Part 2 Data preprocessing
Tasks - [ ] Download daily close (unadjusted) prices for selected components - [ ] Check for missing values and replace missing values - [ ] Save the extracted data - [ ] Plot the time series
2.1 Setup project and load dependencies
# install.packages('quantmod')
if(!require("indexanalysis", quietly = TRUE)){
setwd(package_dir);
devtools::install("indexanalysis")
library(indexanalysis)
}else{library(indexanalysis) ; print("loaded")}
library(tidyverse)
library(rlang)
library(roxygen2)
library(magrittr)
library(glue)
library(tsibble)
library(quantmod)
library(zoo)
library(ggplot2)
library(scales)
library(purrr)
library(furrr)
library(lubridate)
library(readr)
The package indexanalysis
contains functions that I built to simplify this analysis.

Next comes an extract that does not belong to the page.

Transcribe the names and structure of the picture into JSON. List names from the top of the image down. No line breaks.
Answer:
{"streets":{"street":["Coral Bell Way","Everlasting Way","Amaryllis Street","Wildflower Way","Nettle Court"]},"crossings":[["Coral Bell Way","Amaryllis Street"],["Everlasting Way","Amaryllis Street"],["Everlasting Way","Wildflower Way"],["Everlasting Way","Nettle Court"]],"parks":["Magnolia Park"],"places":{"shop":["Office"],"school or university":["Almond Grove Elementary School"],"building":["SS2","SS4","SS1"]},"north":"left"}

2.2 Download price data from databases
2.2.1 Read stock component parameters
I selected 6 manufacturers: Apple, HP, Lenovo, Dell, Acer, and Asus. I inserted basic metadata on each component in a CSV file available in the raw data folder.
2.2.2 Get daily close prices from remote sources
I picked an arbitrary period of historic data to carry out the analysis.

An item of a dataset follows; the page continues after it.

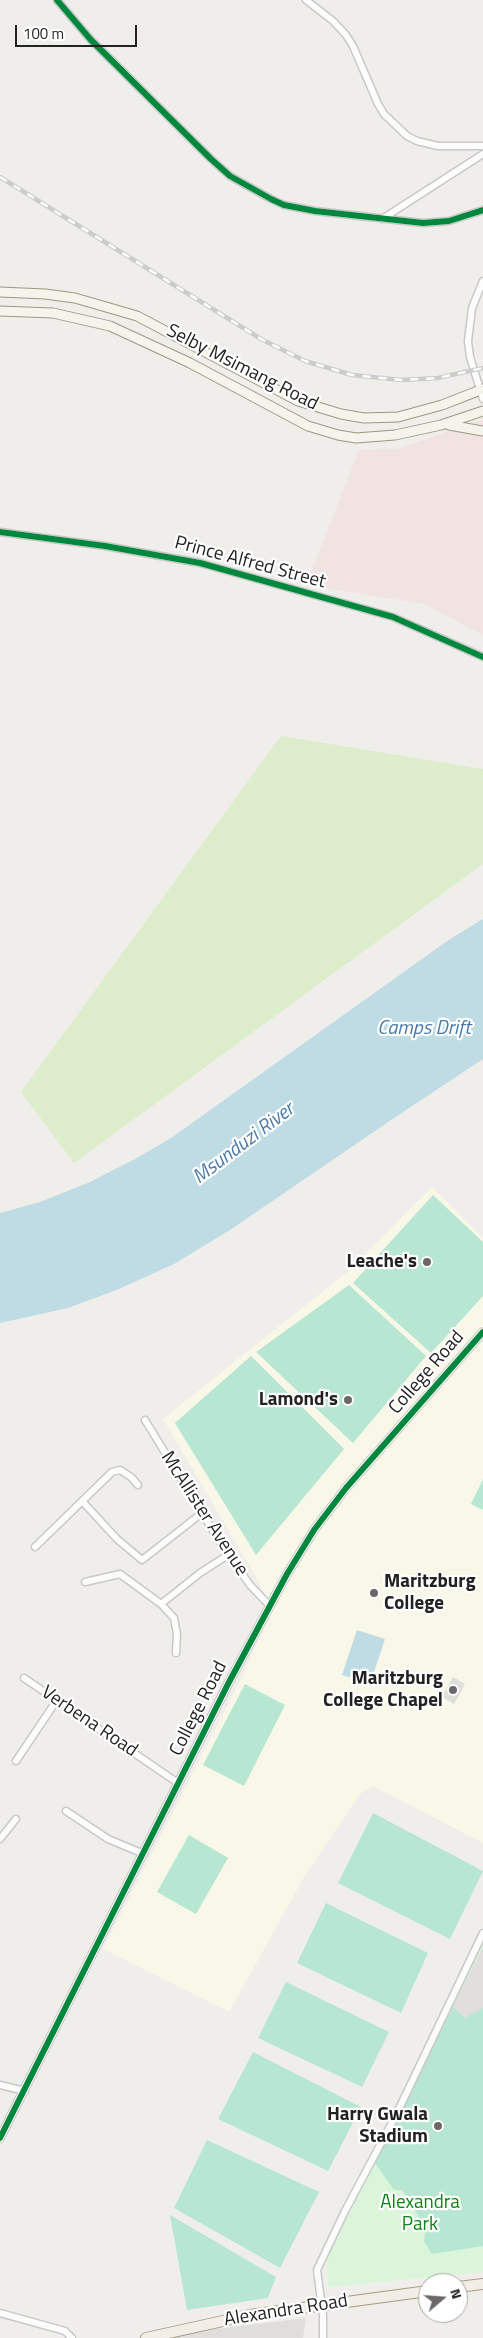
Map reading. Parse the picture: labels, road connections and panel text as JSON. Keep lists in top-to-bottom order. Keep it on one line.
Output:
{"streets":{"main road":["Selby Msimang Road","Alexandra Road"],"street":["Prince Alfred Street","College Road","McAllister Avenue","Verbena Road"]},"crossings":[["College Road","McAllister Avenue"],["College Road","Verbena Road"]],"water":["Camps Drift","Msunduzi River"],"parks":["Alexandra Park"],"places":["Leache's","Lamond's","Maritzburg College","Maritzburg College Chapel","Harry Gwala Stadium"],"scale_bar":"100 m","north":"right"}
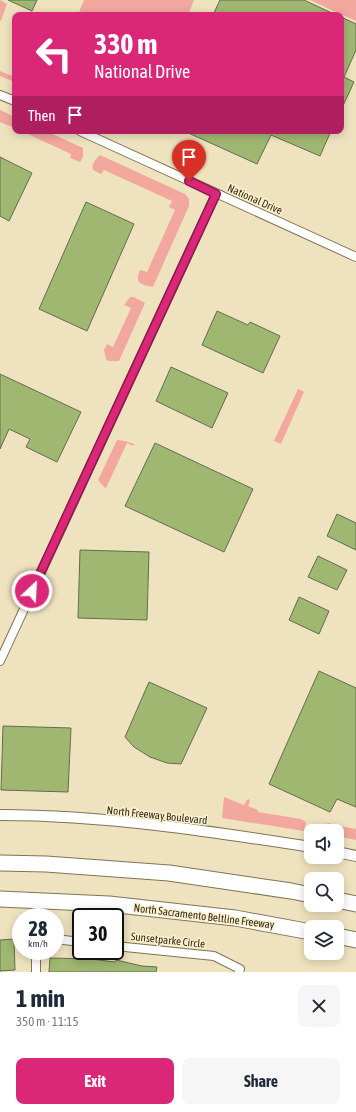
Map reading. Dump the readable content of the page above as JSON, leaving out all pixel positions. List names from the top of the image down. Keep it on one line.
{"streets":{"highway":["North Sacramento Beltline Freeway"],"street":["National Drive","North Freeway Boulevard","Sunsetparke Circle"]},"page":{"turn":["330 m","National Drive"],"then":"Then","speed":"28 km/h","limit":"30","heading":["1 min","350 m · 11:15"],"buttons":["Exit","Share"]}}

symbols <- index_parameters$Symbol
start_date = zoo::as.Date("2021-01-01")
end_date = zoo::as.Date("2021-04-01")-1
2.2.2.1 Download data for each component and prepare a tibble
all_price = c("Open", "Close", "High", "Low", "Volume", "Adjusted")
# keep_price = c("Close")
keep_price = all_price
plan(multisession, workers = length(symbols))

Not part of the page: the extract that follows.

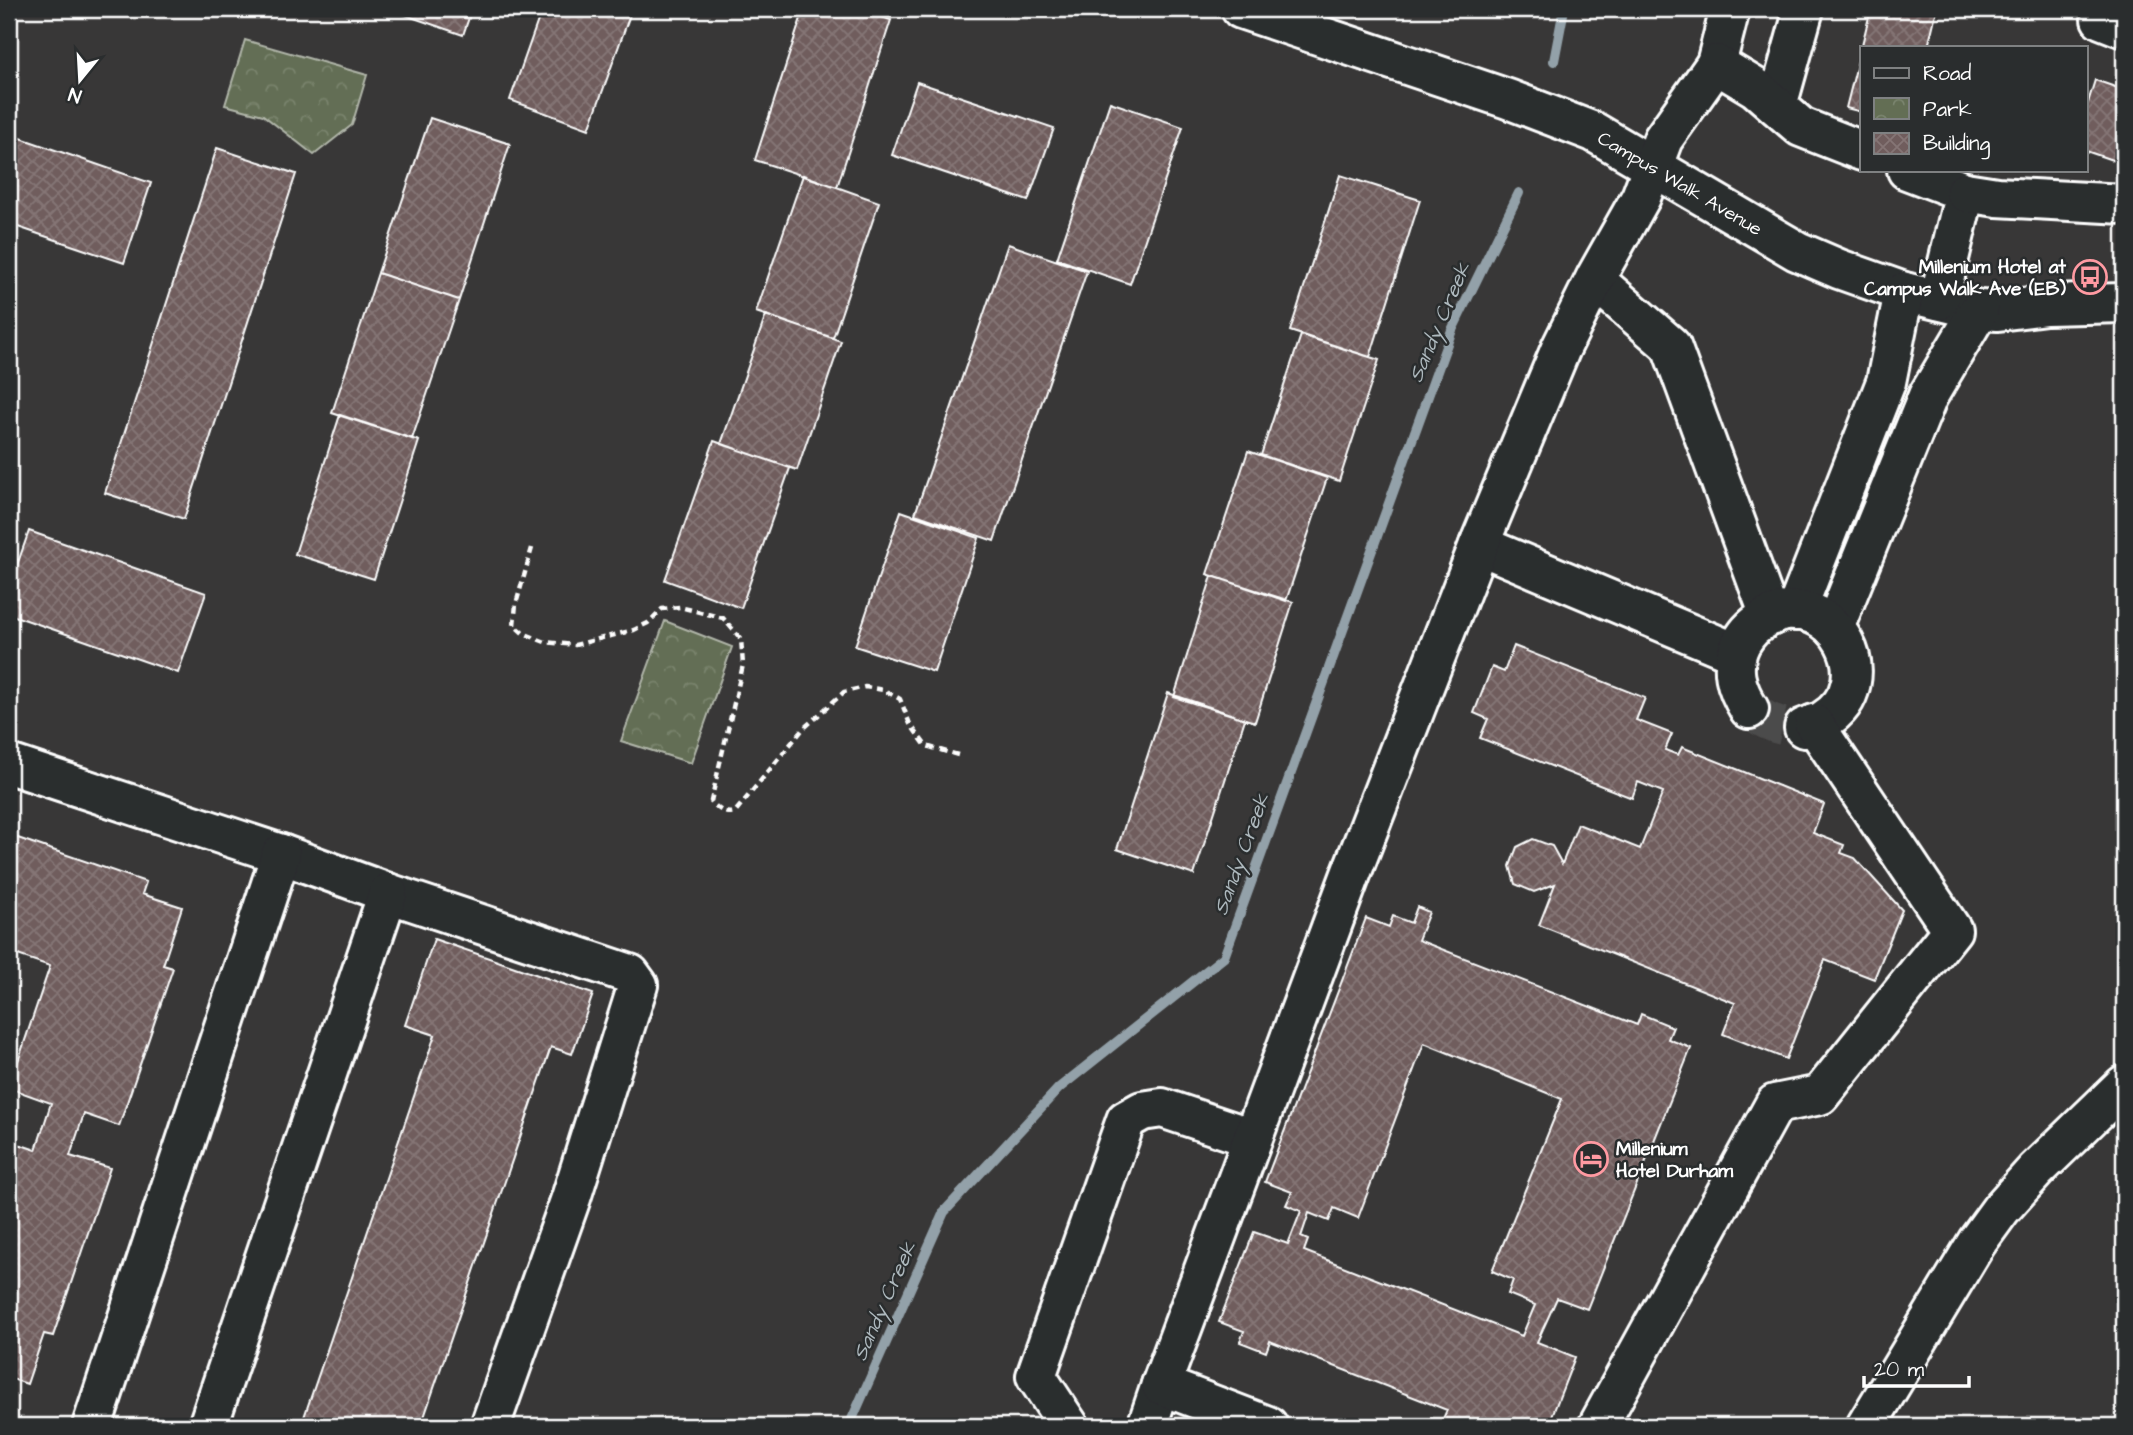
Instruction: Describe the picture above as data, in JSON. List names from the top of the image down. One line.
{"streets":{"main road":["Campus Walk Avenue"]},"water":["Sandy Creek"],"places":{"bus stop":["Millenium Hotel at Campus Walk Ave (EB)"],"hotel":["Millenium Hotel Durham"]},"legend":["Road","Park","Building"],"scale_bar":"20 m","north":"bottom"}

# Fetch, filter, and format tables corresponding to each symbol
prices_ts <- symbols %>%
future_map_dfr(~indexanalysis::xts_finance_to_tibble(symbol = .x,
from = start_date,
to = (end_date+1) ))
#> Registered S3 method overwritten by 'quantmod':
#> method from
#> as.zoo.data.frame zoo
#> Registered S3 method overwritten by 'quantmod':
#> method from
#> as.zoo.data.frame zoo
#> Registered S3 method overwritten by 'quantmod':
#> method from
#> as.zoo.data.frame zoo
#> Registered S3 method overwritten by 'quantmod':
#> method from
#> as.zoo.data.frame zoo
#> Registered S3 method overwritten by 'quantmod':
#> method from
#> as.zoo.data.frame zoo
#> Registered S3 method overwritten by 'quantmod':
#> method from
#> as.zoo.data.frame zoo
xts_finance_to_tibble
fetch the data and return the time series in a tidy format.
2.2.3 Preprocess data: remove complete NAs and impute LOCF
To be able to compete the index, we need complete data for each selected components (i.e. for each time step in the time series, each component takes a value). The table contains 1 row per component per time step. It does not allow us to see if some time steps (or dates) are missing for a component. We need to add the gaps to the time series and fill them.
checkpoint(prices_ts)
checkpoint(prices_ts, T)
prices_ts %>%
as_tsibble(index = "Date", key = "Key") %>%
group_by_key() %>%
fill_gaps(.full = TRUE, .start = start_date, .end = end_date) %>%
pivot_longer(cols = all_of(keep_price),
names_to = "price", values_to = "value") %>%
mutate(isna = is.na(value)) %>%
arrange(Date, price) %>%
unite("Component_Price", all_of(c("Key", "price") ) , sep = " ") %>%
ggplot(aes(x = Date, y = Component_Price, fill = isna ))+
geom_raster()+
scale_fill_manual(name = "",
values = c("steelblue", "tomato3"),
labels = c("Present", "Missing"))+
labs(x = "Time",
y = "Component price")
I will here filter out: - the dates for which none of the components contain data, - carry forward the last observation (i.e. LOCF) to fill the gaps.
For close and open prices, another way would be to take the previous closing price for the next opening price.
## Calculate how many components contain NAs per date
prices_ts <- prices_ts %>%
as_tibble%>%
select(-c(all_price[!(all_price %in% keep_price)] )) %>%
indexanalysis::pivot_prices_wider(nameS = "Key", keep_price)%>%
rowwise() %>%
mutate(NAs = sum(is.na(c_across(!Date)) ) )%>%
ungroup
# LOCF
prices_ts <- prices_ts %>%
# if n components x 6 prices contains NA, then no data for that day: skip the day
filter(NAs < length(symbols) * length(keep_price) ) %>%
arrange(Date) %>%
# For other days, LOCF
tidyr::fill(contains(keep_price), .direction = "down") %>%
select(-NAs)
# Pivot longer
prices_ts <- prices_ts %>%
indexanalysis::pivot_prices_longer(symbols = symbols, separate = T)%>%
as_tsibble(., index = Date, key = c("Symbol", "Price.Type" ))
2.2.4 Save as .csv
prices_ts_close <- prices_ts %>%
as_tibble%>%
filter(Price.Type == "Close")%>%
indexanalysis::pivot_prices_wider(nameS = c("Symbol", "Price.Type"), valueS = "Price")
readr::write_csv(prices_ts_close,
file = file.path(clean_data_dir, project_dir, "prices_ts.csv" ) )
readr::write_csv(prices_ts,
file = file.path(clean_data_dir, project_dir, "prices_ts_all.csv" ) )